Wang et al. (1) reveal how the Aurora B kinase can trigger a range of responses during mitosis even though it appears to be located far away from its substrates.
Aurora B spurs formation of the mitotic spindle, ensures that microtubules attach correctly to kinetochores, and orchestrates cytokinesis. Not surprisingly, Aurora B's targets are scattered. It phosphorylates molecules on the inner centromere, on chromatin, on the outer kinetochores, and in the cytoplasm (2). Aurora B can even phosphorylate potential substrates attached to spindle microtubules (3). How the enzyme regulates such far-flung molecules is unclear, since Aurora B is concentrated at the inner centromere until early anaphase. Adding to the mystery, Aurora B can only switch on its targets on the outer kinetochore if it is spatially separated from them (4). Any explanation for Aurora B's mysterious abilities also has to account for two other factors. First, the enzyme is continually detaching from the centromere and then reattaching. And phosphatase enzymes inactivate Aurora B in the cytoplasm.
To determine how all these variables fit together, Wang et al. first asked whether Aurora B has to concentrate at the inner centromere in order to switch itself on. Aurora B clusters at the inner centromere with regulatory partners like borealin and INCENP. In cells without borealin, however, Aurora B stays away from the centromere. Using a biosensor that registers Aurora B phosphorylation, the researchers found that targets at the inner centromere and on chromatin were not phosphorylated in cells lacking borealin. But these targets were phosphorylated when the researchers added a version of INCENP that delivers Aurora B to the inner centromere in the absence of borealin.
The team also studied human cells in which they could spur Aurora B and INCENP to relocate from the inner centromere to a distinct spot on chromatin. In these cells, the biosensor on the chromatin was phosphorylated when borealin was absent. These results suggest that Aurora B molecules cluster at the inner centromere to be activated. Recruitment of Aurora B by INCENP induces this activation, and, once some Aurora B is activated, it turns on additional kinase molecules.
“The results explain how Aurora B phosphorylates substrates at a distance.”

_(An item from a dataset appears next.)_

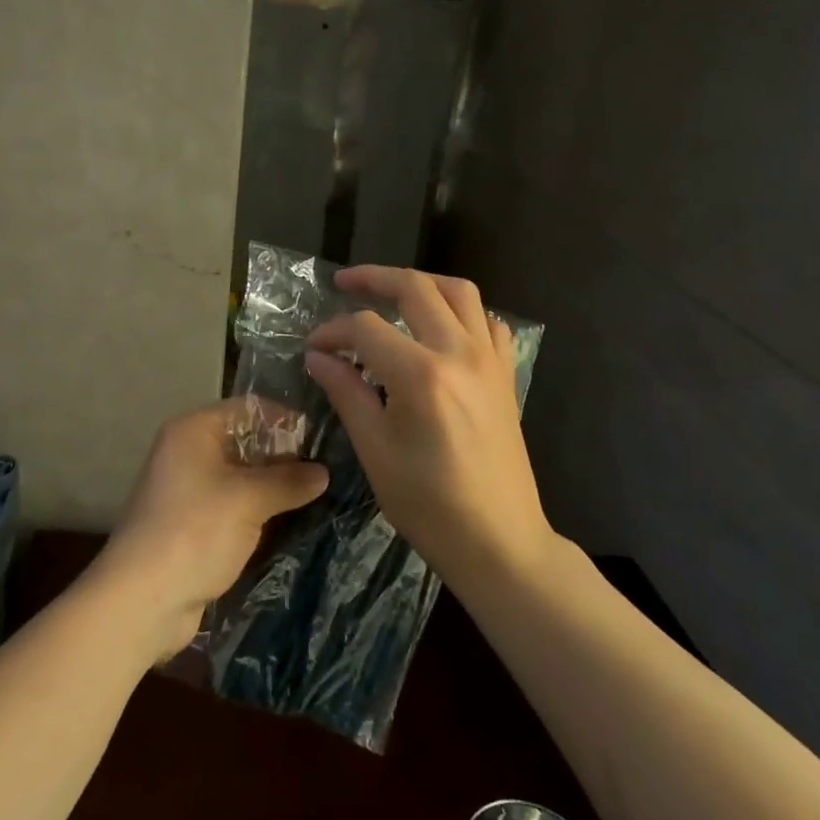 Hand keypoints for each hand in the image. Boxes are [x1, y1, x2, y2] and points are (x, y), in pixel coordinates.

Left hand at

When Aurora B is raring to go, how does it influence its more distant targets? One hypothesis is that the activated enzyme lets go of the inner centromere and diffuses away. To test that possibility, Wang et al. created INCENP molecules that varied in how tightly they attached to the inner centromere. Thus, the researchers could speed or slow the exchange of Aurora B to and from the centromere. Chromatin targets were less likely to be phosphorylated in cells that carried a sticky INCENP that was slow to detach.
Wang et al. visualized this effect by dosing cells with monastrol, which causes the spindle to become monopolar and the chromosomes to re-arrange into a flower-like pattern. In cells with the sticky INCENP, phosphorylation only spread a short distance from the centromeres along the chromatin. But the researchers detected phosphorylation all over the chromatin if the fast-releasing INCENP was present.
The phosphatases that counteract Aurora B in the cytoplasm also have a role. The researchers hypothesize that they help create a gradient of phosphorylation activity, which might be important for regulating spindle assembly around the chromosomes.
“The results explain how Aurora B phosphorylates substrates at a distance,” says senior author Michael Lampson. He notes that this mechanism differs from the typical enzyme–substrate interaction, in which the two parties home in on each other. But many of Aurora B's substrates can't move, so this more-involved procedure might allow Aurora B to reach those targets.
What remains unclear, Lampson says, is how the mechanism leads to regulation of substrates at the kinetochore, where proximity to the centromere seems to be important. The researchers suggest that a phosphorylation gradient extends from the centromere, with kinetochore targets reponding to the reduced enzyme activity farther along the gradient.